Sorrisi spontaneamente e dentro di me ci fu una vera e propria rivoluzione di ormoni, a tal punto che mi dovetti trattenere per non esprimere il mio assenso ad alta voce.
Andrea restò confuso per il suo disinteresse, in quanto si sarebbe aspettato come minimo una risposta irritata. Ci trotterellò dietro finché non giungemmo agli ombrelloni, ed anche allora lei non sembrò prenderlo minimamente in considerazione.
            -Ma ti sei arrabbiata? Ce l’hai con me?- le domandò.
Io lo osservai, mentre lei raccoglieva la sua canottiera e se la infilava da sopra la testa. Capivo bene il suo smarrimento in quanto molte volte l’avevo provato io stessa, nel vedermi sbattere la porta in faccia, o chiudere il telefono improvvisamente; tante volte anch’io l’avevo rincorsa e mi ero tormentata e dannata per quella sua indifferenza, per il suo silenzio misterioso e risentito. Col passare del tempo, conoscendola meglio, avevo imparato a sopportare le sue bizze e a comportarmi di conseguenza, ignorandola quando voleva essere ignorata, ammettendo i miei presunti torti, pur se a malincuore, e non rispondendo alle sue provocazioni.
Lui non aveva idea di come prenderla, non sapeva assolutamente niente di lei.
Fu questo il pensiero che mi attraversò la mente, e mi compiacqui perché a differenza di Andrea io la conoscevo benissimo ed ero riuscita ad ottenere la sua fiducia.
Vedendo che invece di accomodarmi sull’asciugamano io restavo in piedi, lei mi diede un’occhiata come per domandarmi che avessi intenzione di fare.

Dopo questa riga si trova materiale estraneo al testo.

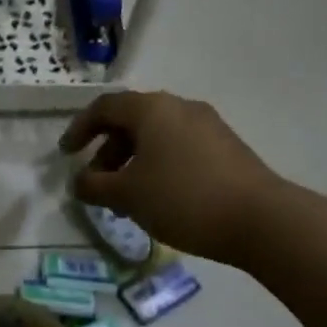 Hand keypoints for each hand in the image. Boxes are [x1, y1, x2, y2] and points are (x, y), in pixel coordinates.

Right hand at [59, 92, 281, 258]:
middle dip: (107, 150)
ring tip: (126, 198)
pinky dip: (158, 166)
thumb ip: (94, 186)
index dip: (79, 128)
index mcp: (151, 109)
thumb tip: (79, 182)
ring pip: (156, 136)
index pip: (104, 107)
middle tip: (97, 182)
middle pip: (131, 121)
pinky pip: (179, 148)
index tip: (67, 155)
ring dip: (132, 161)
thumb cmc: (182, 198)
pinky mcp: (226, 147)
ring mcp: (207, 126)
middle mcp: (179, 107)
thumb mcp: (127, 195)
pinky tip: (158, 199)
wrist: (260, 219)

            -Vado da Sebastiano-
Andrea avrebbe voluto la sua ricompensa, avrebbe voluto trascorrere del tempo con la fidanzata e nonostante non se lo meritasse affatto lei gli avrebbe concesso questa grazia. Dal canto mio potevo ritenermi più che appagata dalla considerazione che lei aveva per me, e così decisi di lasciarli da soli.
 
Avevo notato, nell’avvicinarmi agli ombrelloni, la mancanza del mio amico spilungone e della sua amata canna da pesca, segno che evidentemente ne aveva avuto abbastanza della noiosa compagnia di Andrea ed aveva deciso di starsene un po’ per conto suo.
Così, immaginando di trovarlo lì, m’incamminai verso il complesso di scogli, che riparava la spiaggia che avevamo scelto dal resto della costa.
Notai il quasi invisibile filo di nylon teso verso l’acqua, e capii che doveva essersi rintanato lì. Scavalcando le pietre e aggirando gli ostacoli che non riuscivo ad oltrepassare, mi arrampicai sugli scogli e da lì lo individuai.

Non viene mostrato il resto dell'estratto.